* **Records**
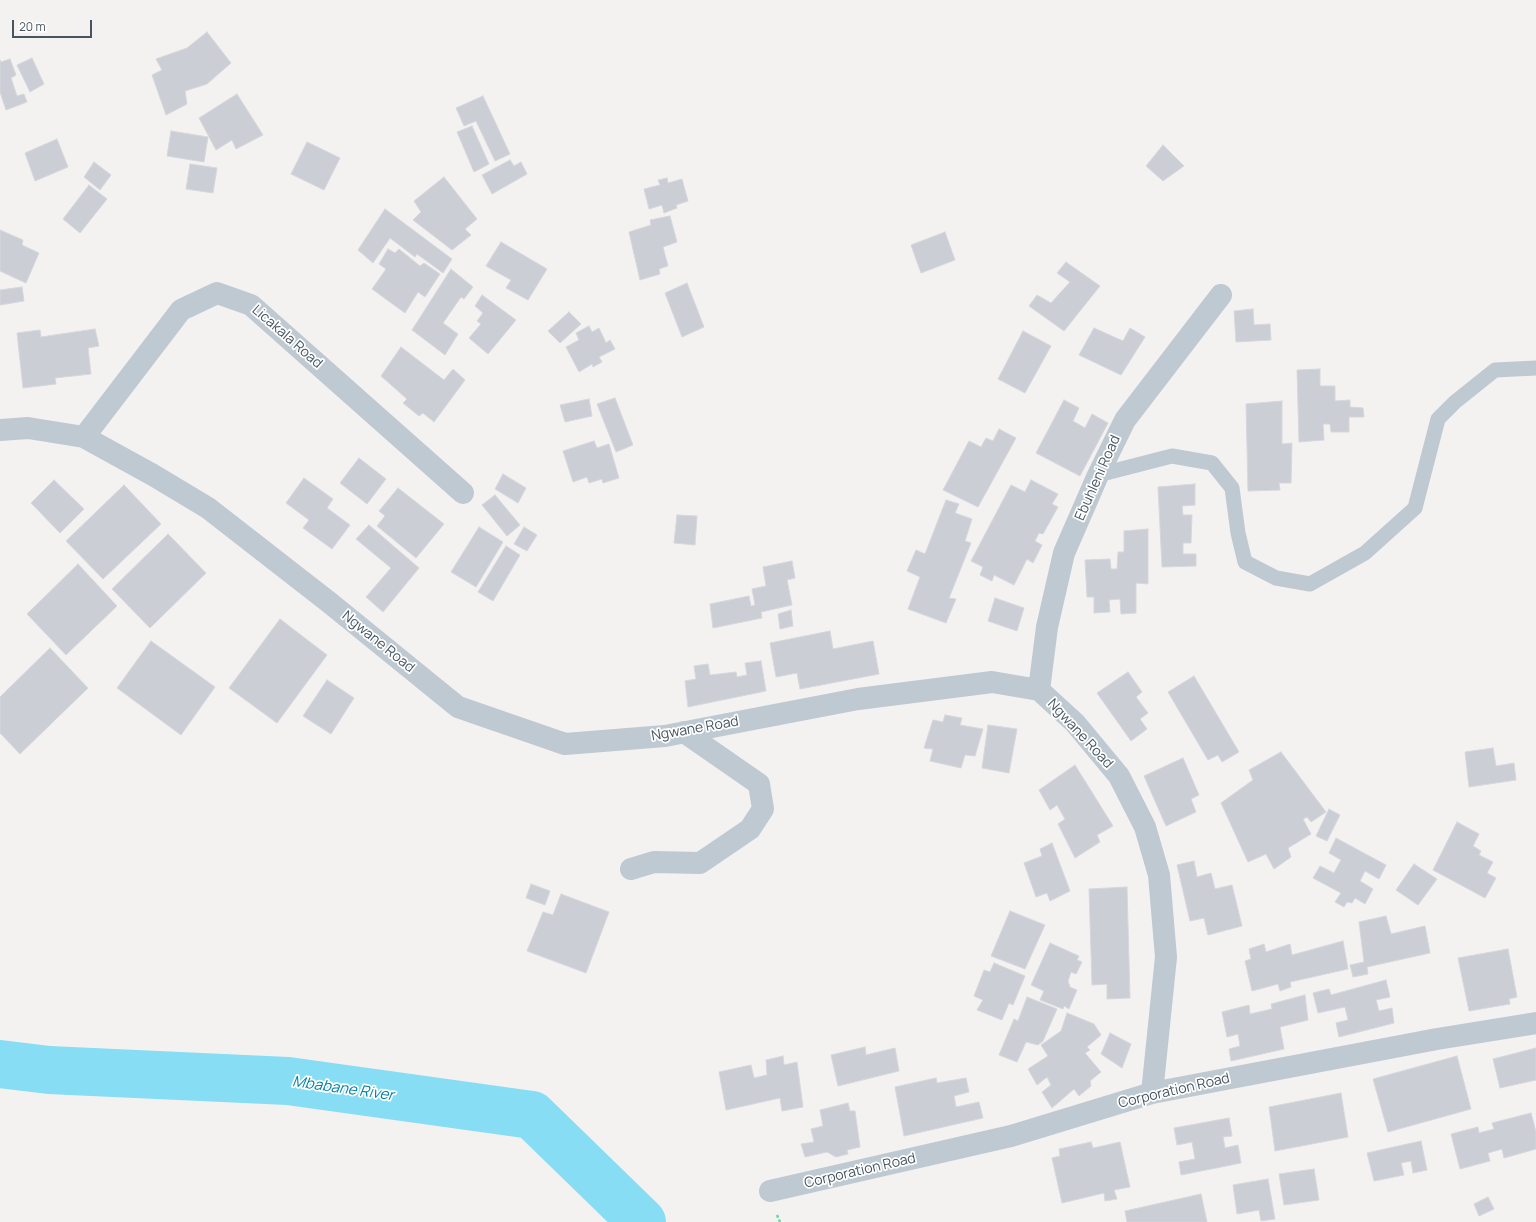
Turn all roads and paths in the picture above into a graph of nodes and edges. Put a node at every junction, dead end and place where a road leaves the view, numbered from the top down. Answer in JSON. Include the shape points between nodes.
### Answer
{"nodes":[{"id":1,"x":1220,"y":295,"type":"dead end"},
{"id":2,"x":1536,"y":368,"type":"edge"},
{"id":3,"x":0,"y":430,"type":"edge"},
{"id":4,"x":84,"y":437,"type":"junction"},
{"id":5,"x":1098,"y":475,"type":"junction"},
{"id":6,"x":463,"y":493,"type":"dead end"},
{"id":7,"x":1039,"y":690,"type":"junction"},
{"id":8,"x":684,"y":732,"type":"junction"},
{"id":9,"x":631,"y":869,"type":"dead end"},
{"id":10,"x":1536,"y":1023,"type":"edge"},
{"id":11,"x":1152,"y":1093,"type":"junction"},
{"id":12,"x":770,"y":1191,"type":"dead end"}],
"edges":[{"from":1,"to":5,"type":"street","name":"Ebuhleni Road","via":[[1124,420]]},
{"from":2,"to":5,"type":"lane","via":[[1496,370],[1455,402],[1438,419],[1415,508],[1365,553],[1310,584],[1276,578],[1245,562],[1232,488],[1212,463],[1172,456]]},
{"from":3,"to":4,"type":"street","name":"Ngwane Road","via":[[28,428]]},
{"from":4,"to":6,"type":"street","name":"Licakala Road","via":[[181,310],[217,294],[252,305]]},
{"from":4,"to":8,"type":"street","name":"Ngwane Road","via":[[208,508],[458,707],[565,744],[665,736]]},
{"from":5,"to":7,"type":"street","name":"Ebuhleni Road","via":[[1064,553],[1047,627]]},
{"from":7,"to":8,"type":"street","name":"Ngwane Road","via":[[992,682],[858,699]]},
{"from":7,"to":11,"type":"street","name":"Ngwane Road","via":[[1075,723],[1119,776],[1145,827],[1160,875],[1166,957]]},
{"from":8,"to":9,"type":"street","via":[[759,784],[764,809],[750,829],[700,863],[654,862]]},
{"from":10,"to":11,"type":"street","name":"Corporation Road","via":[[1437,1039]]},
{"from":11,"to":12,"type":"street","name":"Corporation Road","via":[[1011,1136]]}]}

...

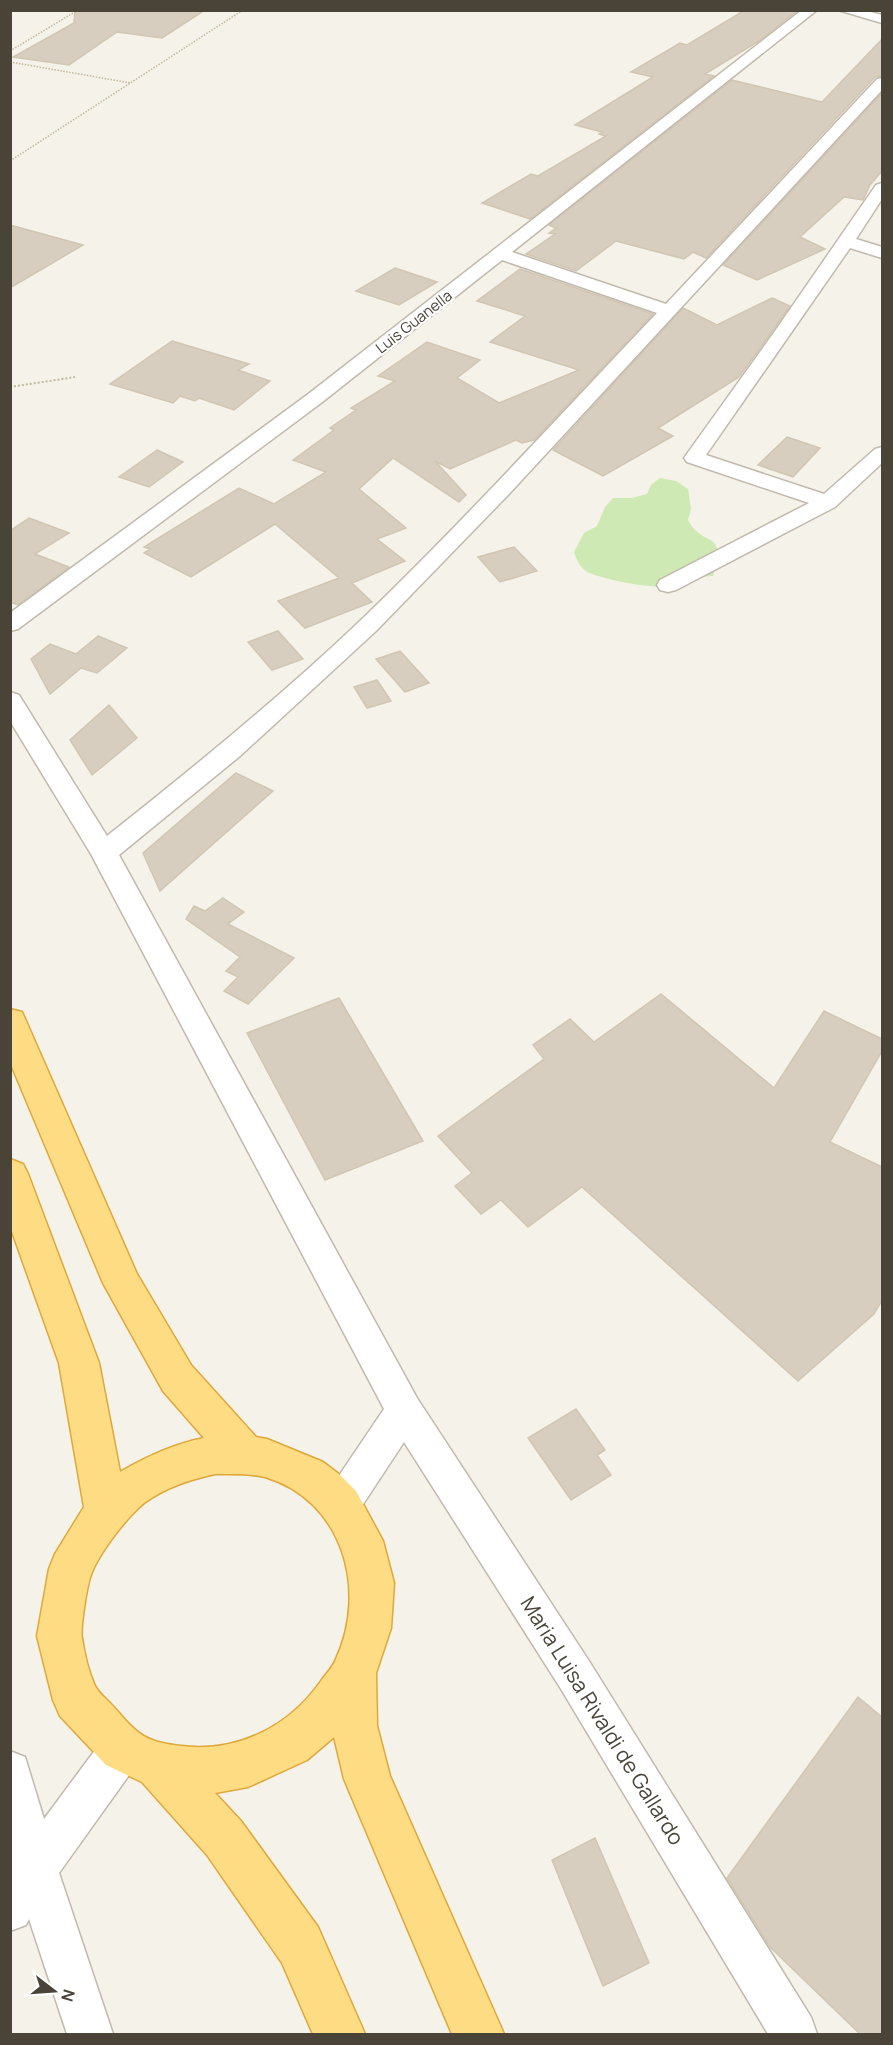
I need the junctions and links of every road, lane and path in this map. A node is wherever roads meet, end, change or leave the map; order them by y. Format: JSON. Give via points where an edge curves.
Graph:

--

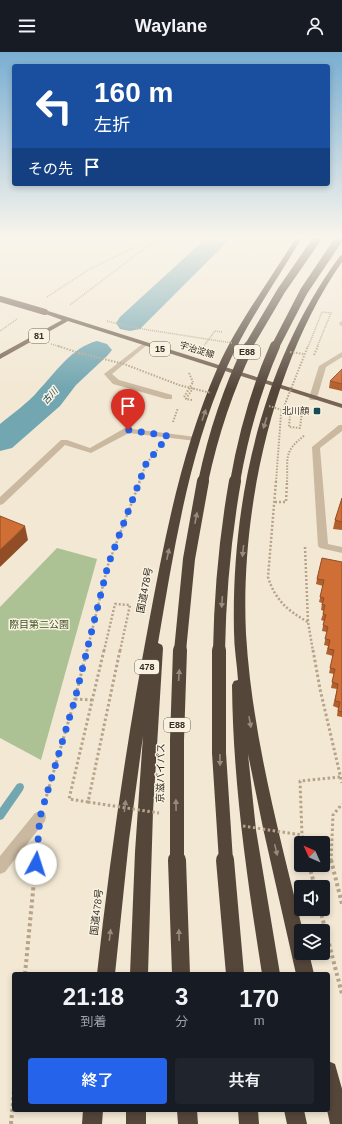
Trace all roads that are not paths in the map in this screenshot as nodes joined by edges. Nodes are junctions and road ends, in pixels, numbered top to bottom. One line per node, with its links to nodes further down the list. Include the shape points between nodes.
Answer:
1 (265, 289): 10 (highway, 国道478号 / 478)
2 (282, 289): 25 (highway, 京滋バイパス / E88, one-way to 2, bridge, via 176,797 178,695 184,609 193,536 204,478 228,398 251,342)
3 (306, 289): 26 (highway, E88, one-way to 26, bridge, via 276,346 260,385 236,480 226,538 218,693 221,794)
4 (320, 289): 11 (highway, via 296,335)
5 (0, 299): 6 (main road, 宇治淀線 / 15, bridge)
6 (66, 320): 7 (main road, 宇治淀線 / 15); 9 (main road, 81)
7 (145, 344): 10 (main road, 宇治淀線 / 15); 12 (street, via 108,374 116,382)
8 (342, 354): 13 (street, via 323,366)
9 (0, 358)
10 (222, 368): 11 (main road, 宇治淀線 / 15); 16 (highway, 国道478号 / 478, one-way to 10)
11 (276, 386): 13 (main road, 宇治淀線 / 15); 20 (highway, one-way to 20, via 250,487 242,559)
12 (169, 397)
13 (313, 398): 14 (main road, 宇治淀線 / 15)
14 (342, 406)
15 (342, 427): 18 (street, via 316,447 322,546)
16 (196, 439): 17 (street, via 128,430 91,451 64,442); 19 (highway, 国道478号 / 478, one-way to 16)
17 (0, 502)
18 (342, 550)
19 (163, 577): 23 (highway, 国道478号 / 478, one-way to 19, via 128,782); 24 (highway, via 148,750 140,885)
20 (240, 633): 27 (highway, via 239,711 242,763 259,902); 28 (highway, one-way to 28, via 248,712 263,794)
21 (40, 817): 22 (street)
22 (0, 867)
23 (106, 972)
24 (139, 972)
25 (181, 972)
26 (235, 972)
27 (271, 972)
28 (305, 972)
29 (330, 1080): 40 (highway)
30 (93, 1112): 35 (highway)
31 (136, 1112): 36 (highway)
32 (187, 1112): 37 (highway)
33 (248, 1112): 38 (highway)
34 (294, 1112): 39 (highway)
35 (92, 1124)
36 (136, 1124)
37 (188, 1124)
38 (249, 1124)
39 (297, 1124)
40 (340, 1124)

* **The problem**
Which lines of the data above contain the string "where"? Copy each of them.

* **Solution to the problem**
Turn all roads and paths in the picture above into a graph of nodes and edges. Put a node at every junction, dead end and place where a road leaves the view, numbered from the top down. Answer in JSON. Include the shape points between nodes.
I need the junctions and links of every road, lane and path in this map. A node is wherever roads meet, end, change or leave the map; order them by y. Format: JSON. Give via points where an edge curves.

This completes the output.